Me piden que escriba una recensión sobre el trabajo de Mark Rowlands donde reflexiona sobre la hipotética calidad moral de los animales más allá del límite humano, y me lo ponen en bandeja, pues quizá convenga empezar evaluando en qué medida se da tan particular carácter más acá, es decir, entre nosotros mismos. Y es que no puede uno por menos que aprovechar la ocasión para confesar su [acaso ingenua] perplejidad ante lo supuesto, y diré mejor ante lo presupuesto, refiriéndome con ello a la formada idea de que la comunidad humana toda, sin excepción posible entre sus ya algo más de siete mil millones de miembros, acapare la también toda naturaleza moral. Pues bien, y a ello voy, resulta evidente que tal presupuesto falta a la verdad, que no es cierto al completo, por lo que no es completamente cierto en absoluto. Veamos.
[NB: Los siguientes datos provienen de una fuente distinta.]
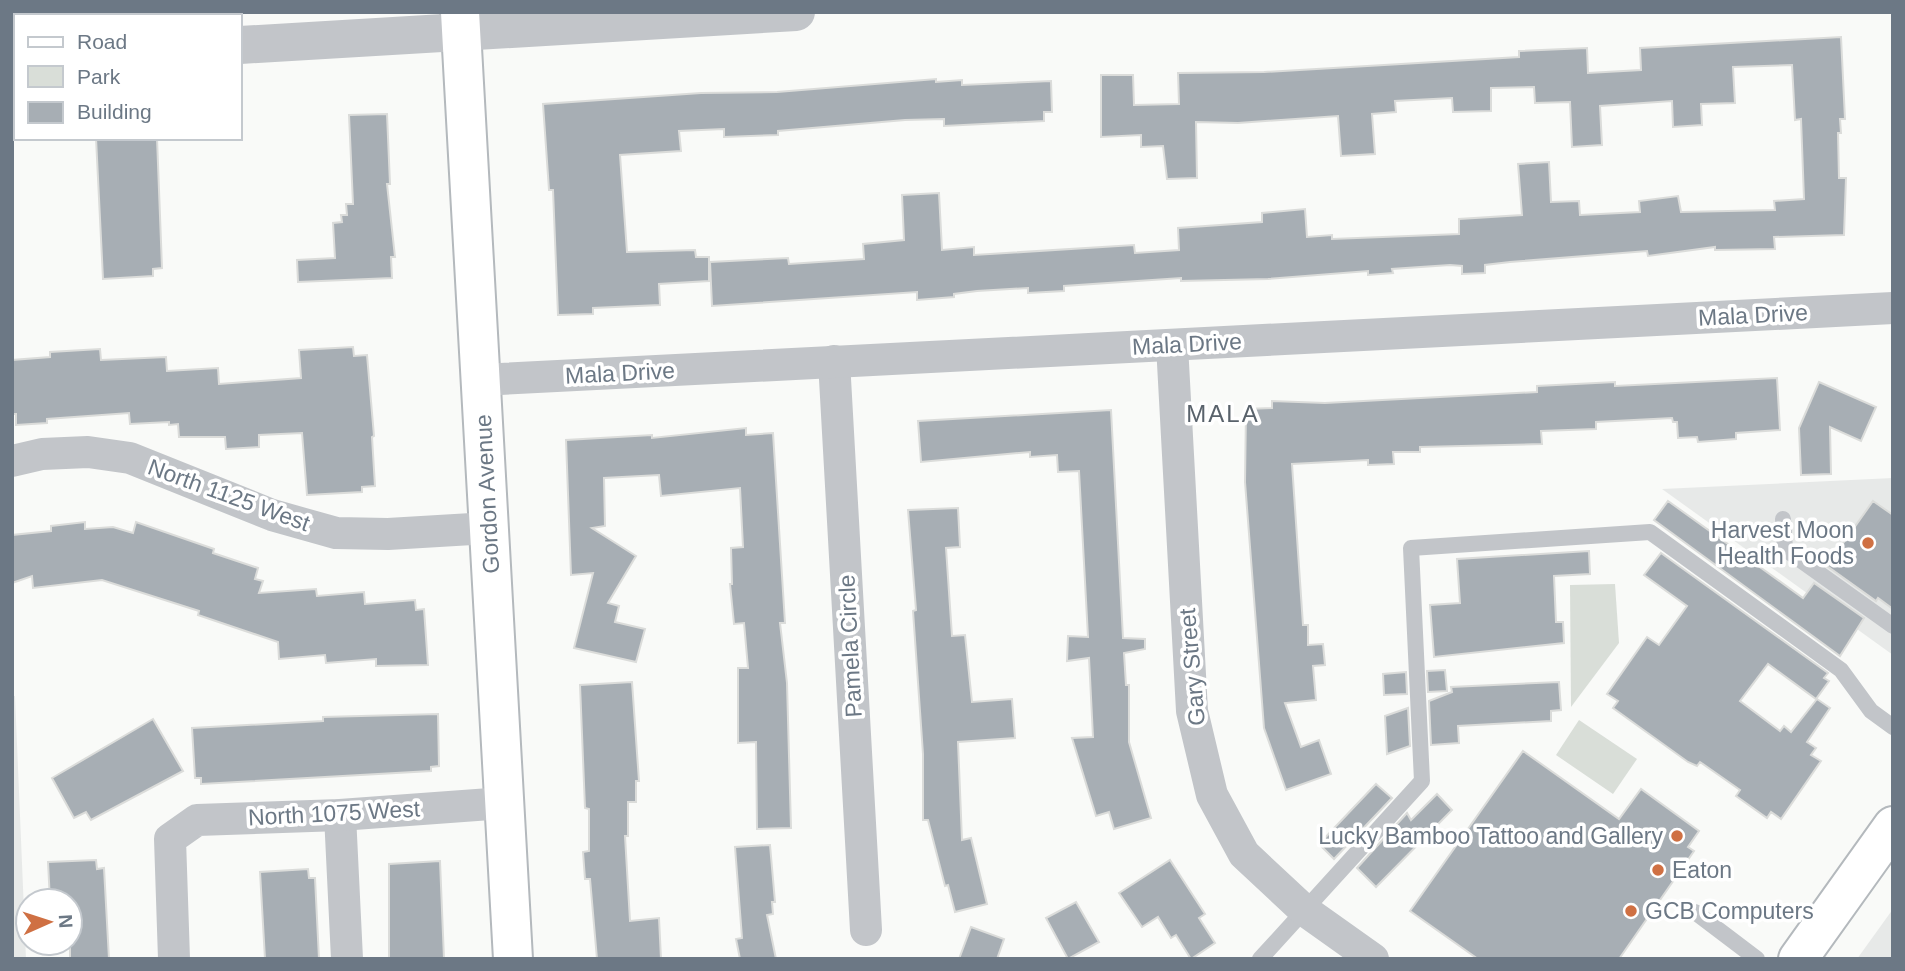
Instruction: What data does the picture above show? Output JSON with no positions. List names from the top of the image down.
{
  "streets": {
    "main road": ["Gordon Avenue"],
    "street": [
      "Mala Drive",
      "North 1125 West",
      "Pamela Circle",
      "Gary Street",
      "North 1075 West"
    ]
  },
  "crossings": [
    ["Mala Drive", "Gordon Avenue"],
    ["Mala Drive", "Pamela Circle"],
    ["Mala Drive", "Gary Street"],
    ["Gordon Avenue", "North 1125 West"],
    ["Gordon Avenue", "North 1075 West"]
  ],
  "districts": ["MALA"],
  "places": [
    "Harvest Moon Health Foods",
    "Lucky Bamboo Tattoo and Gallery",
    "Eaton",
    "GCB Computers"
  ],
  "legend": ["Road", "Park", "Building"],
  "north": "right"
}
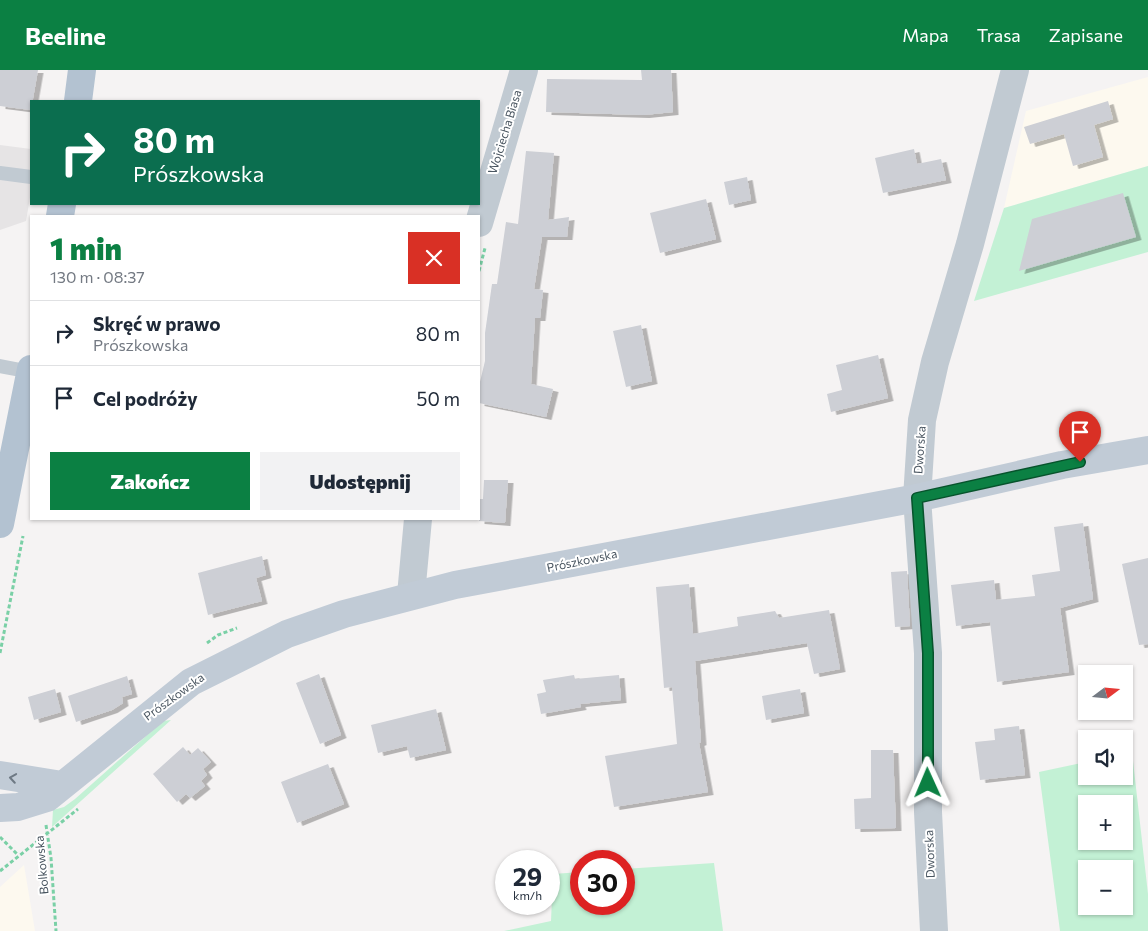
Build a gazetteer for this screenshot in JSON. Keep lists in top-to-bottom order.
{
  "streets": {
    "main road": ["Prószkowska"],
    "street": ["Wojciecha Biasa", "Dworska"],
    "path": ["Bolkowska"]
  },
  "crossings": [
    ["Dworska", "Prószkowska"],
    ["Prószkowska", "Bolkowska"]
  ],
  "north": "right",
  "page": {
    "header": "Beeline",
    "nav": ["Mapa", "Trasa", "Zapisane"],
    "turn": ["80 m", "Prószkowska"],
    "heading": ["1 min", "130 m · 08:37"],
    "list": [
      {
        "name": "Skręć w prawo",
        "note": "Prószkowska",
        "value": "80 m"
      },
      {
        "name": "Cel podróży",
        "value": "50 m"
      }
    ],
    "buttons": ["Zakończ", "Udostępnij"],
    "map_buttons": ["+", "−"],
    "speed": "29 km/h",
    "limit": "30"
  }
}
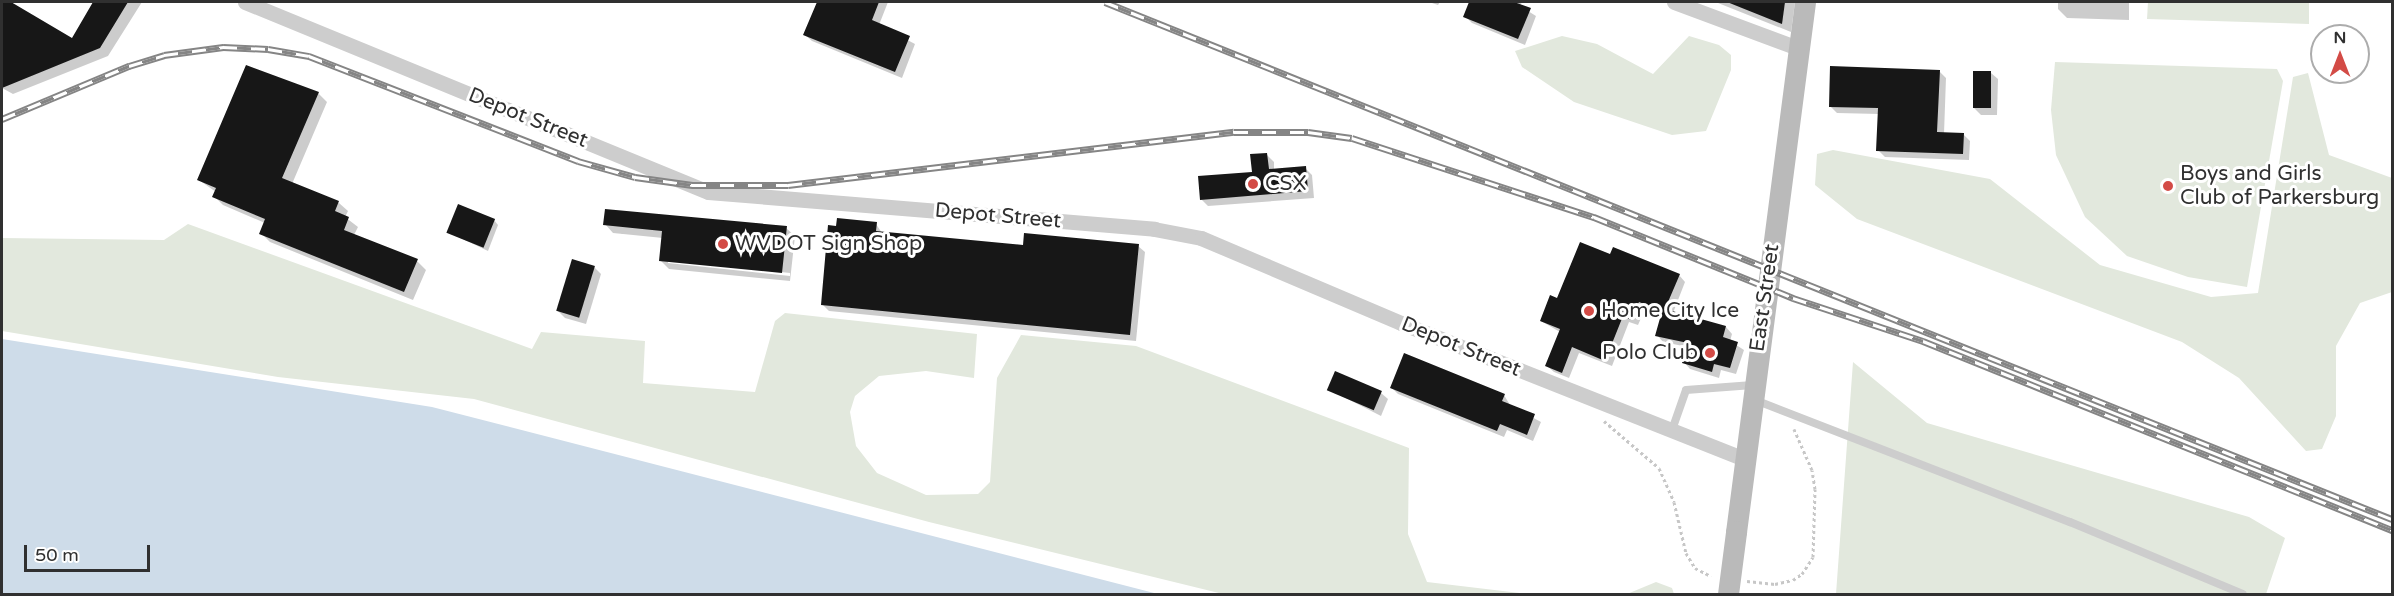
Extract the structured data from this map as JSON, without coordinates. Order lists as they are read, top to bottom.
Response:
{
  "streets": {
    "main road": ["East Street"],
    "street": ["Depot Street"]
  },
  "crossings": [
    ["Depot Street", "East Street"]
  ],
  "places": [
    "CSX",
    "Boys and Girls Club of Parkersburg",
    "WVDOT Sign Shop",
    "Home City Ice",
    "Polo Club"
  ],
  "scale_bar": "50 m",
  "north": "top"
}
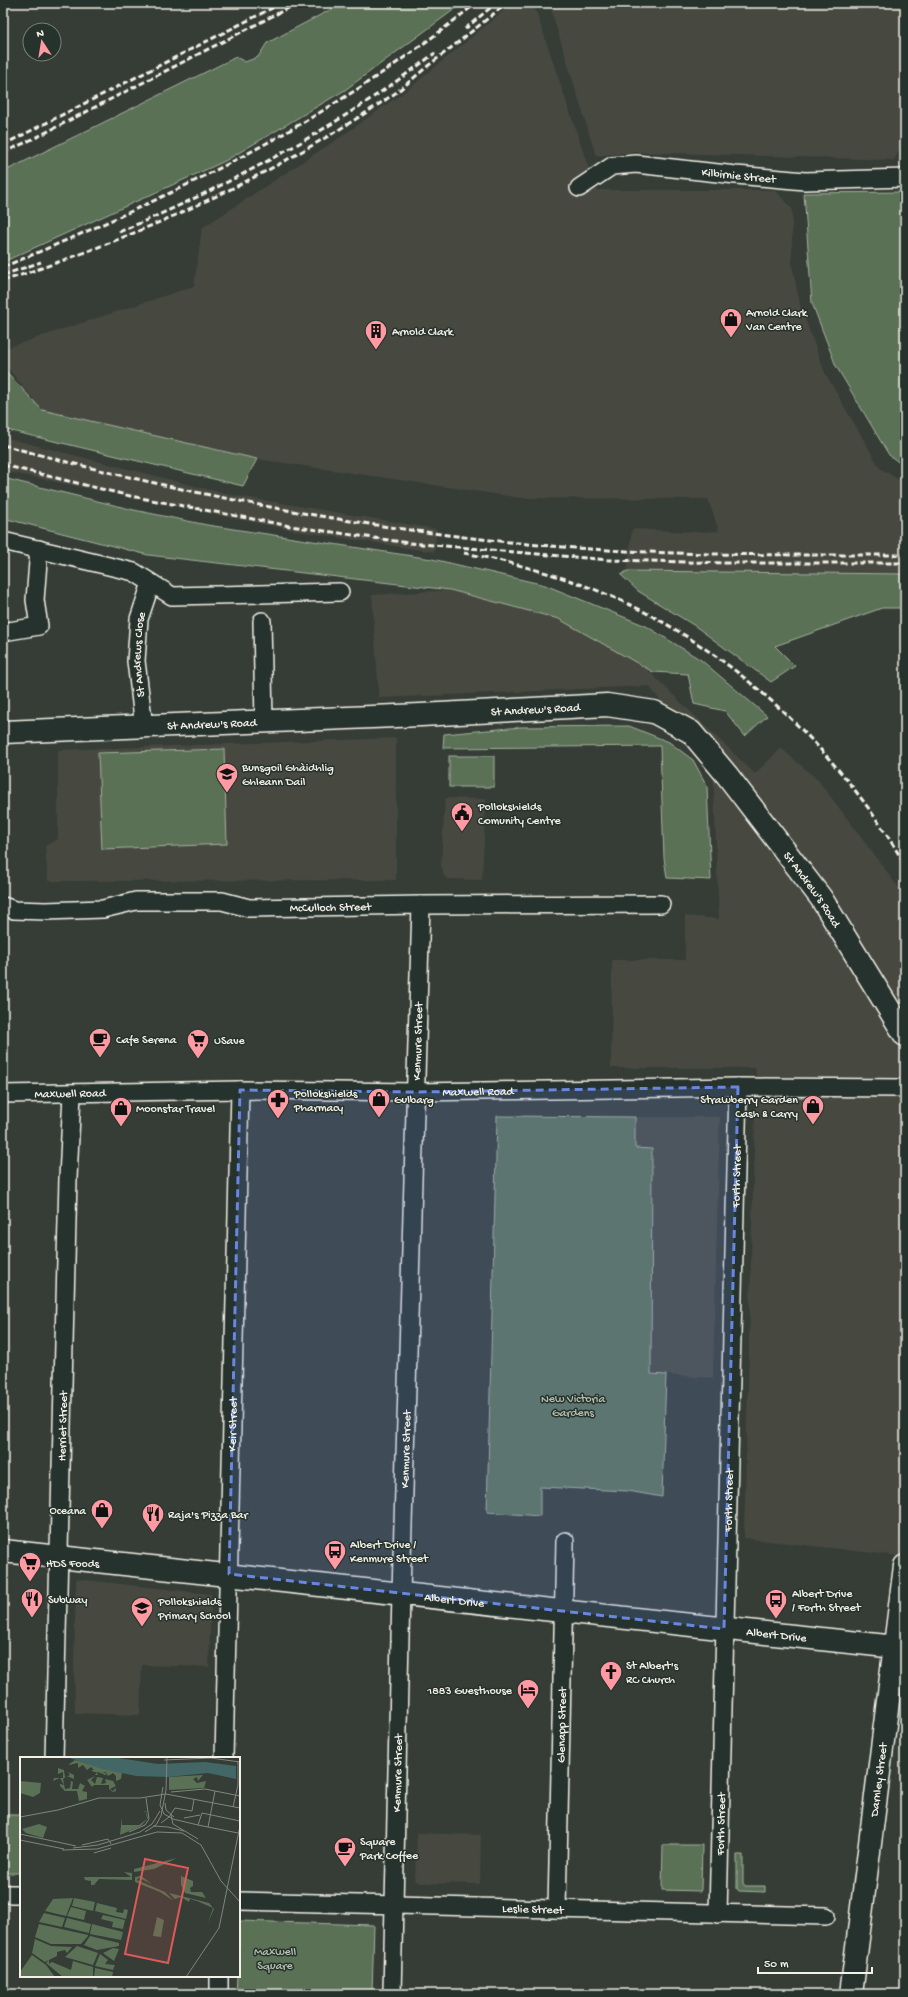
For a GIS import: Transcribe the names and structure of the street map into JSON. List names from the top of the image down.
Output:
{
  "streets": {
    "street": [
      "Kilbirnie Street",
      "St Andrews Close",
      "St Andrew's Road",
      "McCulloch Street",
      "Kenmure Street",
      "Maxwell Road",
      "Forth Street",
      "Keir Street",
      "Herriet Street",
      "Albert Drive",
      "Glenapp Street",
      "Darnley Street",
      "Leslie Street"
    ]
  },
  "crossings": [
    ["St Andrews Close", "St Andrew's Road"],
    ["McCulloch Street", "Kenmure Street"],
    ["Kenmure Street", "Maxwell Road"],
    ["Kenmure Street", "Albert Drive"],
    ["Kenmure Street", "Leslie Street"],
    ["Maxwell Road", "Forth Street"],
    ["Maxwell Road", "Keir Street"],
    ["Maxwell Road", "Herriet Street"],
    ["Forth Street", "Albert Drive"],
    ["Forth Street", "Leslie Street"],
    ["Keir Street", "Albert Drive"],
    ["Herriet Street", "Albert Drive"],
    ["Albert Drive", "Glenapp Street"],
    ["Albert Drive", "Darnley Street"],
    ["Glenapp Street", "Leslie Street"]
  ],
  "parks": ["New Victoria Gardens", "Maxwell Square"],
  "places": {
    "shop": [
      "Arnold Clark Van Centre",
      "Gulbarg",
      "Strawberry Garden Cash & Carry",
      "Moonstar Travel",
      "Oceana"
    ],
    "building": ["Arnold Clark"],
    "school or university": ["Bunsgoil Ghàidhlig Ghleann Dail", "Pollokshields Primary School"],
    "public building": ["Pollokshields Comunity Centre"],
    "cafe": ["Cafe Serena", "Square Park Coffee"],
    "supermarket": ["USave", "HDS Foods"],
    "pharmacy": ["Pollokshields Pharmacy"],
    "restaurant": ["Raja's Pizza Bar", "Subway"],
    "bus stop": ["Albert Drive / Kenmure Street", "Albert Drive / Forth Street"],
    "church": ["St Albert's RC Church"],
    "hotel": ["1883 Guesthouse"]
  },
  "scale_bar": "50 m",
  "north": "top"
}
Observo que, con sorprendente frecuencia, asumen en cierta manera algunos trabajos académicos que pudiera establecerse algo similar a una línea divisoria entre Animales Humanos (AH) y Animales No Humanos (ANH) al hablar de asignaciones de carácter moral. Y niego la mayor. Más de una vez dejé dicho y escrito que resulta ontológicamente imposible emitir diagnóstico alguno con carga moral respecto a conjuntos zoológicos en sí mismos heterogéneos. Y sin duda heterogéneos resultan los que nos echamos a la espalda cuando abordamos el tema que aquí nos convoca. Insto a que se me regale una sola sentencia de cierto peso moral válida para todos y cada uno de los miembros de la Comunidad Humana, al tiempo que inefectiva para igualmente todos y cada uno de los miembros de la Comunidad ANH, y me tragaré encantado mis palabras. Soy consciente de que los autores de los múltiples trabajos referidos tienen este extremo claro, lo cual, si cabe, engorda mi extrañeza, por cuanto se supone que las bases para una discusión han de ser diáfanas en el fondo y en la forma, arriesgándonos en caso contrario a emitir diagnósticos diferentes, cuando no contrapuestos, pudiendo ser así que todos tuviéramos razón tras pronunciar conclusiones diferentes. Y es de presumir que desde una esfera académica –y academicista– no se apruebe tal escenario como virtuoso.
¿Qué significa la interpelación que da título al trabajo de Rowlands? No me refiero por supuesto a su significado sintáctico, sino al marco que, en calidad precisamente de título, imagino pretende abordar, y de hecho aborda. Ni siquiera se necesita comenzar la lectura misma del trabajo para disponer de una respuesta más o menos contundente al planteamiento de cabecera, más aún si se ofrece en forma de doble y sinérgico adverbio: “Evidentemente, sí”. La prueba irrefutable la encontramos en el propio hecho de que solo un animal “motivado por consideraciones morales” –en palabras del propio Rowlands– puede analizar una reflexión de tal pelaje, y la simple circunstancia de asignarle un título nos confirma a priori la efectiva pasta moral del autor. Por descontado, estoy llevando estas primeras reflexiones al límite de lo irónico… y no creo sin embargo haber dicho hasta ahora nada que no responda a la estricta verdad.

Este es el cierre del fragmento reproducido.